Joined at the Hip: Where the 3-D Printed Jet Engine Meets the Human Body
Todd Rockstroh has spent the last decade on manufacturing’s vanguard, using lasers to “print” nozzles and other complex jet engine parts from bits of superalloy dust. Despite enormous progress, this process, which is called 3-D printing, remains a tricky terrain. Rockstroh, who is a laser processing expert at GE Aviation in Cincinnati, Ohio, has been working to eliminate as many unknowns as possible, starting with the material. “When we designed the nozzle, we wanted to make it from an alloy that was mature, well known and thoroughly tested, nothing exotic,” he says.
He found it inside the human body. Rockstroh and his team looked at various materials suitable for 3-D printing and settled on cobalt-chromium alloys that have been used for decades for joint replacements and dental implants. These alloys are light, tough and corrosion resistant. Conveniently, they can also operate in temperatures as high as 1,800 degrees Fahrenheit, and are relatively cheap. “Because of their medical applications, there has been a tremendous amount of research done on these alloys,” Rockstroh says. “They are also pretty common because they serve such a large market, which makes them cheaper.”
Artificial knees are solid, however, and Rockstroh and his team needed powdered metal. The team fanned out to search for specialty smelters. They found several who could turn molten alloys into powder through gas atomization, mechanical milling, spray forming and other advanced methods.
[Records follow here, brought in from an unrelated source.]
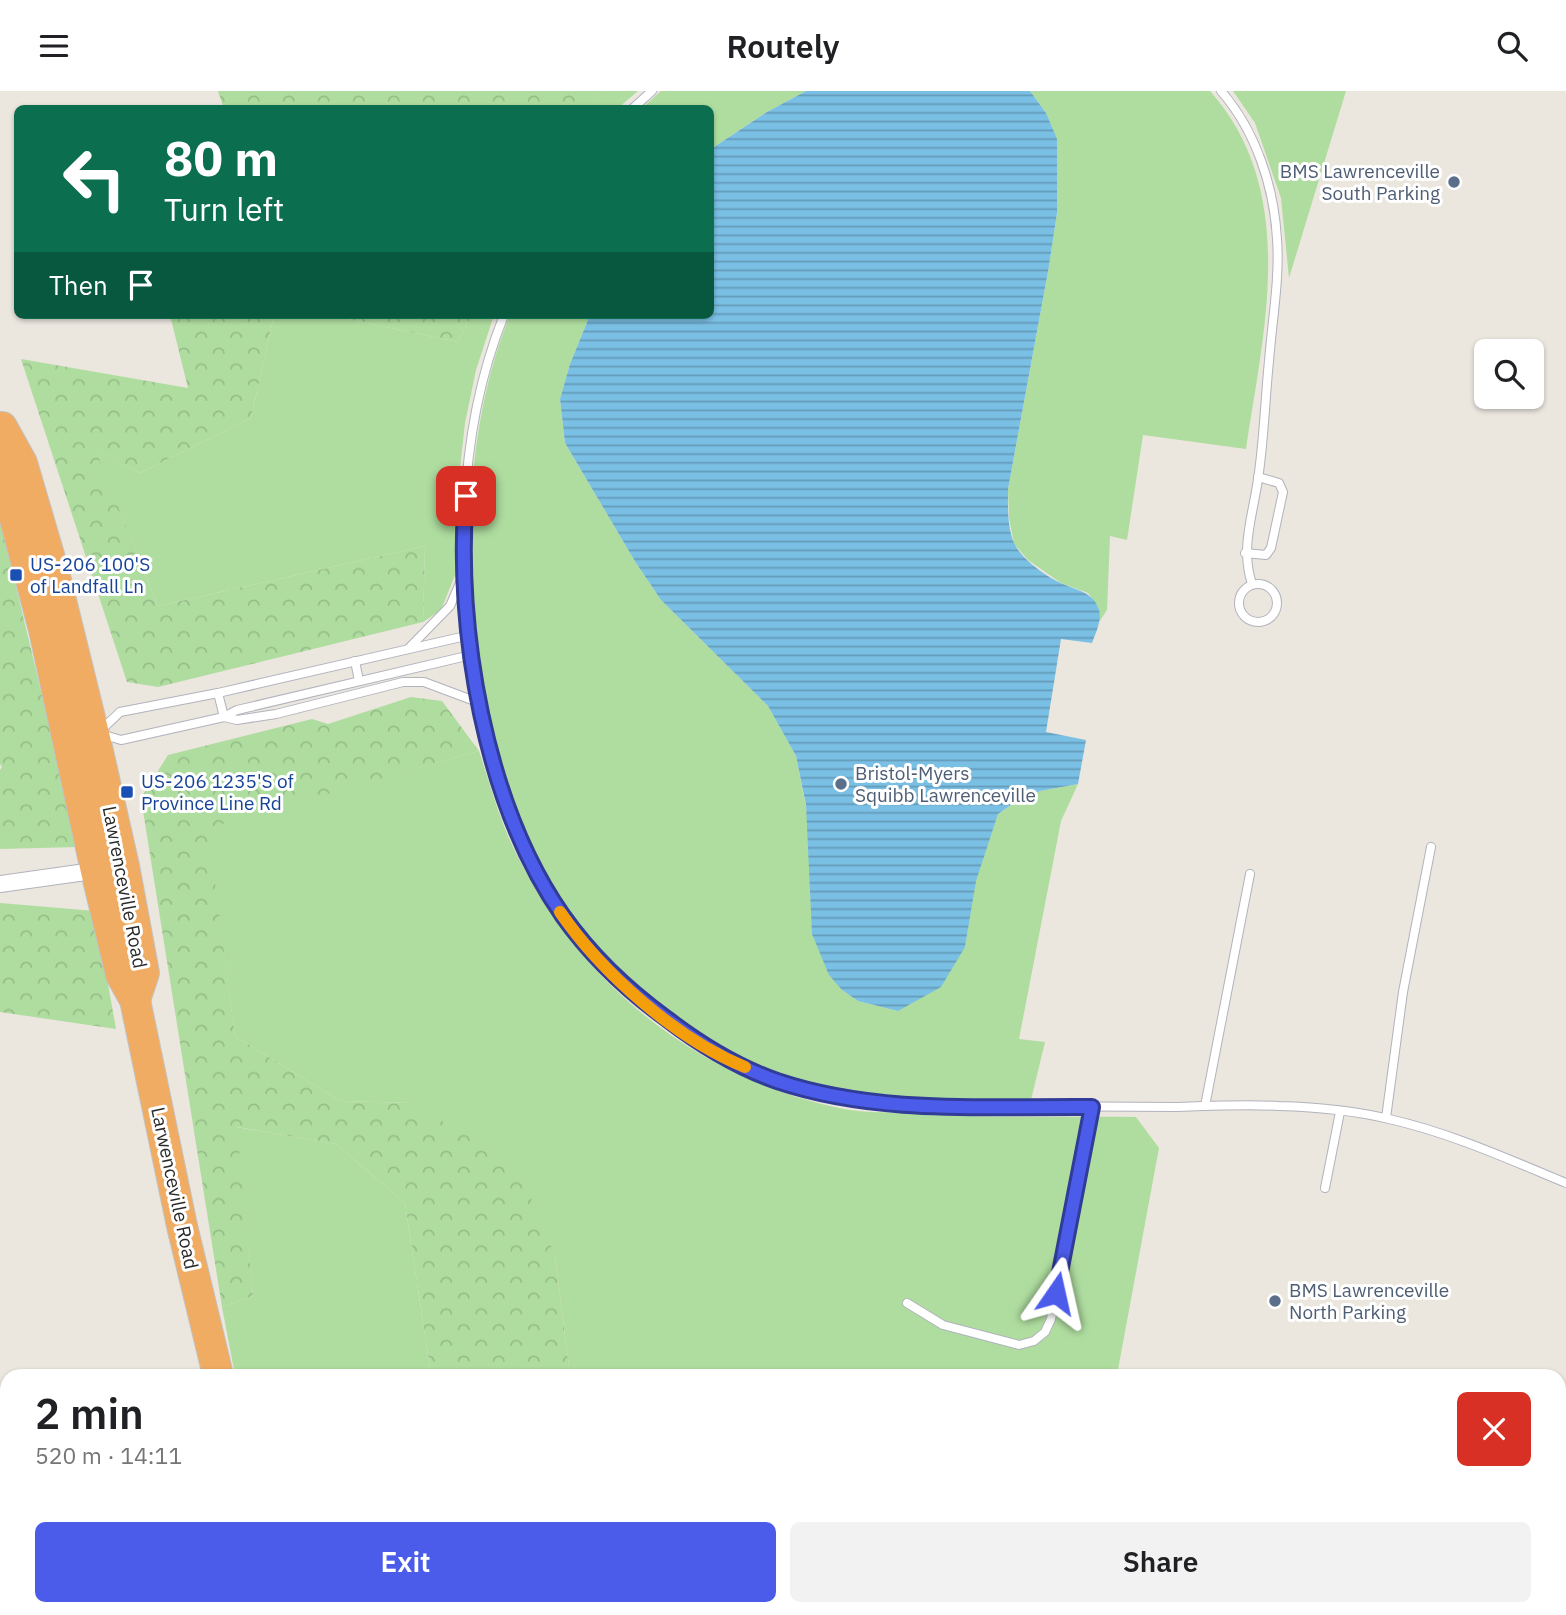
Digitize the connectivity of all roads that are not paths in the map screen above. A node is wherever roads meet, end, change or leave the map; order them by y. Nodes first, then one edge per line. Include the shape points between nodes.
1 (652, 91) edge
2 (1221, 91) edge
3 (636, 105) edge
4 (503, 319) edge
5 (0, 424) edge
6 (0, 440) edge
7 (1258, 477) junction
8 (1245, 553) junction
9 (464, 574) junction
10 (1252, 584) junction
11 (470, 635) junction
12 (409, 648) junction
13 (471, 655) junction
14 (355, 661) junction
15 (359, 681) junction
16 (218, 693) junction
17 (480, 703) junction
18 (224, 717) junction
19 (87, 736) junction
20 (1431, 847) dead end
21 (110, 869) junction
22 (1250, 874) dead end
23 (0, 884) edge
24 (135, 1000) joint
25 (1205, 1106) junction
26 (1092, 1107) junction
27 (1340, 1112) junction
28 (1386, 1118) junction
29 (1566, 1183) edge
30 (1325, 1188) dead end
31 (907, 1303) dead end
32 (217, 1369) edge

1 - 3 lane
2 - 7 lane via 1247,127 1262,163 1278,241
4 - 9 lane via 474,425 464,513
5 - 19 highway, Lawrenceville Road via 22,463 54,572
6 - 19 highway, Lawrenceville Road via 1,466 44,630
7 - 8 lane
7 - 8 lane via 1279,483 1283,492 1271,548 1266,555
8 - 10 lane
9 - 11 lane
9 - 12 lane via 450,606
10 - 10 lane via 1241,592 1239,608 1246,619 1262,622 1275,613 1277,597 1266,585
11 - 12 lane
11 - 13 lane
12 - 14 lane
13 - 15 lane
13 - 17 lane
14 - 15 lane
14 - 16 lane
15 - 18 lane
16 - 18 lane
16 - 19 lane via 120,712
17 - 18 lane via 424,682 403,682 276,714 237,720
17 - 26 lane via 489,748 519,834 562,914 592,954 629,990 690,1036 734,1063 778,1081 848,1099 939,1106
18 - 19 lane via 121,740
19 - 21 highway, Lawrenceville Road
20 - 28 lane via 1403,992
21 - 23 street
21 - 24 highway, Lawrenceville Road via 145,973
22 - 25 lane
24 - 32 highway, Larwenceville Road
25 - 26 lane
25 - 27 lane via 1278,1105
26 - 31 lane via 1045,1332 1019,1345 943,1325
27 - 28 lane
27 - 30 lane
28 - 29 lane via 1441,1133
Engineers at GE aviation use alloys developed for artificial joints to 3-D print jet engine parts. But doctors have also started looking at the technology to print replacement body parts.
The powder arrives at the GE Aviation plant in 15 to 30 pound containers. “It’s smaller than a pitcher of water,” Rockstroh says. The team sifts the powder to make sure they have right particle size and empty three to six containers in a tub sitting on top of the 3-D printer, called direct metal laser melting machine, DMLM.
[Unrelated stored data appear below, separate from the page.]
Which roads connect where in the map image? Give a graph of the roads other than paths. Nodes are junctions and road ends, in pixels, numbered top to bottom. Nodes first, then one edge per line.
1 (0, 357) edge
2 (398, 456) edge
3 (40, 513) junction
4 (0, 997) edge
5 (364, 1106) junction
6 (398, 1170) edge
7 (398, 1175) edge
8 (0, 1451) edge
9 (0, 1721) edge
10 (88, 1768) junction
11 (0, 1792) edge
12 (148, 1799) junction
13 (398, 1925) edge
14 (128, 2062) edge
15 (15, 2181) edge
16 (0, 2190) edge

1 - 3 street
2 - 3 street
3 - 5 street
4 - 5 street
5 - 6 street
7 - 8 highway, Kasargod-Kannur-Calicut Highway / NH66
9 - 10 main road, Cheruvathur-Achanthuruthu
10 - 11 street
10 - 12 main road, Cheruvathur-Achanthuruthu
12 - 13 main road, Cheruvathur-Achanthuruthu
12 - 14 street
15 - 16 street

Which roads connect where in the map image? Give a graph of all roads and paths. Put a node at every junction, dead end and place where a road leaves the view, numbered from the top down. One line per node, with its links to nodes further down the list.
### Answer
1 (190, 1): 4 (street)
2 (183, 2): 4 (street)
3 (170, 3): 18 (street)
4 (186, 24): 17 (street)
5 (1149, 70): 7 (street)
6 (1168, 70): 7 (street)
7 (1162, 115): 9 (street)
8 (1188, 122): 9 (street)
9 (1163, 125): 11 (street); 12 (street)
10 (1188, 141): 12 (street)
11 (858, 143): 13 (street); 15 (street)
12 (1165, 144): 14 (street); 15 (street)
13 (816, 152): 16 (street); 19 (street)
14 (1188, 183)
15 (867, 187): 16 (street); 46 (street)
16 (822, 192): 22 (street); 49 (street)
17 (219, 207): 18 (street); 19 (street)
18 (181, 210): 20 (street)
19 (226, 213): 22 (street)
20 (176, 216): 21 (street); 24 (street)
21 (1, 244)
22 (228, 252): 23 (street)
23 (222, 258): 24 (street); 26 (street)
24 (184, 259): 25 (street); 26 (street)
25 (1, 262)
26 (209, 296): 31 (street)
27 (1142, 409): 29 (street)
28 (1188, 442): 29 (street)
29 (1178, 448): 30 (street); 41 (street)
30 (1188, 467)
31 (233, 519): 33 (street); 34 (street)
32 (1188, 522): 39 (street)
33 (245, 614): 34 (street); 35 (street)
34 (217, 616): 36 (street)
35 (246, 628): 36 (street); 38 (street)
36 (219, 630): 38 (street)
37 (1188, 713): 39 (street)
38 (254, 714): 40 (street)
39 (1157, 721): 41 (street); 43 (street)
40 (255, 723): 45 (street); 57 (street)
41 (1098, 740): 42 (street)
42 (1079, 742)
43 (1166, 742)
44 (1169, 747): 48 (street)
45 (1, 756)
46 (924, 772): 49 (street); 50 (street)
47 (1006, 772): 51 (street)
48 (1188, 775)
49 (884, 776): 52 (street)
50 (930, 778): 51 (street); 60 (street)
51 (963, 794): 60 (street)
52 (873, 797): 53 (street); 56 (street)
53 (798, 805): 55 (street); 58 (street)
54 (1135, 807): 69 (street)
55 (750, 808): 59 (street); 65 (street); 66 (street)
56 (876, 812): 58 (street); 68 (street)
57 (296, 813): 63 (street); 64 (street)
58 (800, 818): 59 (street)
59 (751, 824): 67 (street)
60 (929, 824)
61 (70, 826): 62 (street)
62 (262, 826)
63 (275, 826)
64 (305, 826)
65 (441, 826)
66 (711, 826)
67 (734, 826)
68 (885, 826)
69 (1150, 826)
A computer that holds a file with a digital drawing of the nozzle guides the DMLM machine’s high-powered fiber optic laser across the powder bed like a painter moves a brush across the canvas. The laser then fuses successive layers of powder each 20 microns thick to the desired shape.
The process can take as long as 120 hours and the workers use big data analytics to monitor everything from the size of the weld pool, temperature and the stability of the laser. The new nozzle is 25 percent lighter and as much as five times more durable than the current nozzle made from 20 different parts.
Jet engine parts have never been so hip.